79. Alla difficoltà già risolta, ne segue
un’altra relativa a colui che, avendo già fatto la Confessione e fatte
alcune visite delle Basiliche in stato di grazia, cade in un nuovo peccato
mortale. Fra i Dottori si disputa che cosa debba fare per conseguire il
Giubileo: se debba ripetere le visite già fatte, o se basti che prima
dell’ultima visita faccia un atto di contrizione, oppure sia obbligato a
confessarsi del peccato commesso. Alcuni hanno ritenuto che basti l’atto di
contrizione, non prescrivendosi nella Bolla del Giubileo che una sola
Confessione (che già nel caso si suppone adempiuta) ed acquistandosi lo
stato di grazia necessario per conseguire l’Indulgenza con un buon atto di
contrizione. Così la pensano il Cardinal de Lugo ed il Leandro, che
citano altri autori dello stesso parere. Ma considerandosi dagli altri, e
specialmente dal Suarez, dal Filliuc, dal Quarti, dal Costantini, che nella
Bolla la Confessione si riferisce all’Indulgenza, e che per conseguenza
richiede la Confessione dei peccati mortali commessi fino al momento in cui si
ottiene il frutto di essa, si sostiene fondatamente che chi si è
confessato ed ha incominciato le visite delle Chiese, se cade in peccato
mortale, prima dell’ultima visita deve confessarsi: non basta l’atto di
contrizione per conseguire il Giubileo.
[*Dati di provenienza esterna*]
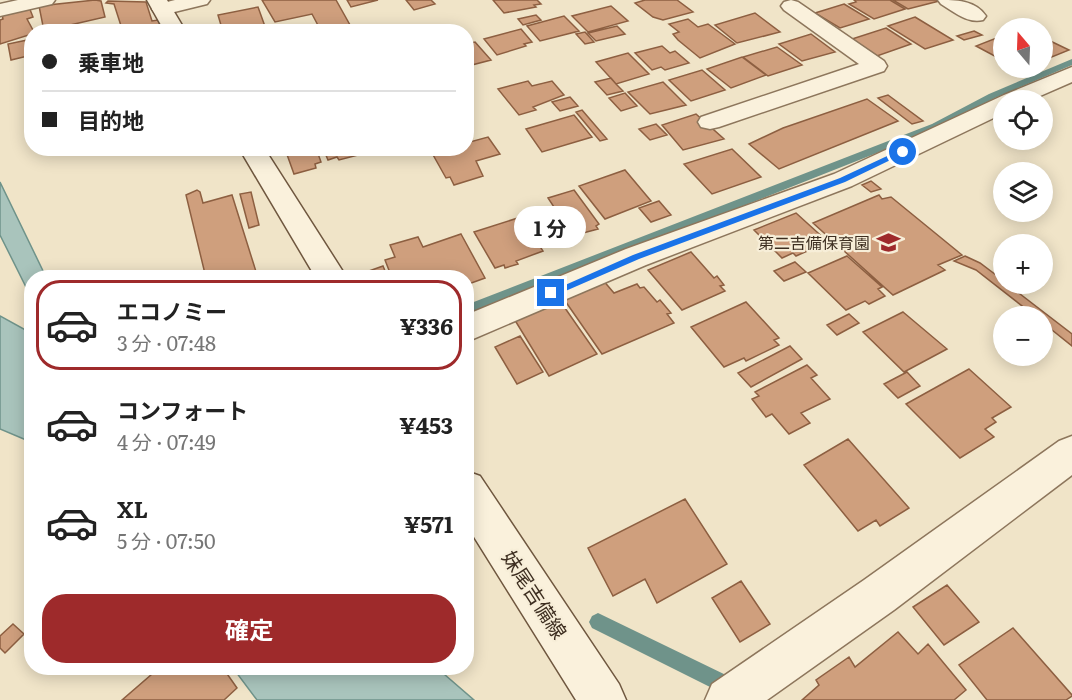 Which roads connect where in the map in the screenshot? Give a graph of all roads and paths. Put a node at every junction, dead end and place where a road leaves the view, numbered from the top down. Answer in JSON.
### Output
{"nodes":[{"id":1,"x":45,"y":0,"type":"edge"},
{"id":2,"x":200,"y":0,"type":"edge"},
{"id":3,"x":813,"y":0,"type":"edge"},
{"id":4,"x":948,"y":0,"type":"edge"},
{"id":5,"x":155,"y":3,"type":"edge"},
{"id":6,"x":0,"y":10,"type":"edge"},
{"id":7,"x":976,"y":16,"type":"dead end"},
{"id":8,"x":170,"y":24,"type":"edge"},
{"id":9,"x":1072,"y":74,"type":"edge"},
{"id":10,"x":1035,"y":90,"type":"edge"},
{"id":11,"x":993,"y":109,"type":"edge"},
{"id":12,"x":710,"y":122,"type":"dead end"},
{"id":13,"x":256,"y":156,"type":"edge"},
{"id":14,"x":328,"y":270,"type":"edge"},
{"id":15,"x":474,"y":326,"type":"edge"},
{"id":16,"x":1072,"y":453,"type":"edge"},
{"id":17,"x":474,"y":501,"type":"edge"},
{"id":18,"x":743,"y":690,"type":"edge"},
{"id":19,"x":603,"y":700,"type":"edge"}],
"edges":[{"from":1,"to":6,"type":"street"},
{"from":2,"to":5,"type":"street"},
{"from":3,"to":12,"type":"street"},
{"from":4,"to":7,"type":"street"},
{"from":5,"to":8,"type":"street"},
{"from":9,"to":10,"type":"street"},
{"from":11,"to":15,"type":"street"},
{"from":13,"to":14,"type":"street"},
{"from":16,"to":18,"type":"street"},
{"from":17,"to":19,"type":"street","name":"妹尾吉備線"}]}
Lo stesso obbligo di ripetere la
Confessione vincola anche colui che si ricorda di qualche peccato mortale
taciuto per innocente dimenticanza nella già fatta Confessione. A questa
più fondata sentenza abbiamo aderito nel n. XLVII assolvendo il
peccatore dall’obbligo di ripetere le visite già fatte alle Basiliche, e
lasciandolo sottoposto all’altro di doversi confessare prima di compiere
l’ultima visita delle dette Basiliche. Si è detto di averlo liberato dal
peso di ripetere le visite già fatte, dato che la questione di
quest’obbligo si pone solo quando si ammette l’opinione che richiede come
necessario lo stato di grazia nel tempo in cui si adempiono le opere ingiunte;
ma non quando la necessità dello stato di grazia si riduce all’ultima
opera, in cui si ottiene l’Indulgenza, come al nostro proposito osserva
acutamente il Benzonio.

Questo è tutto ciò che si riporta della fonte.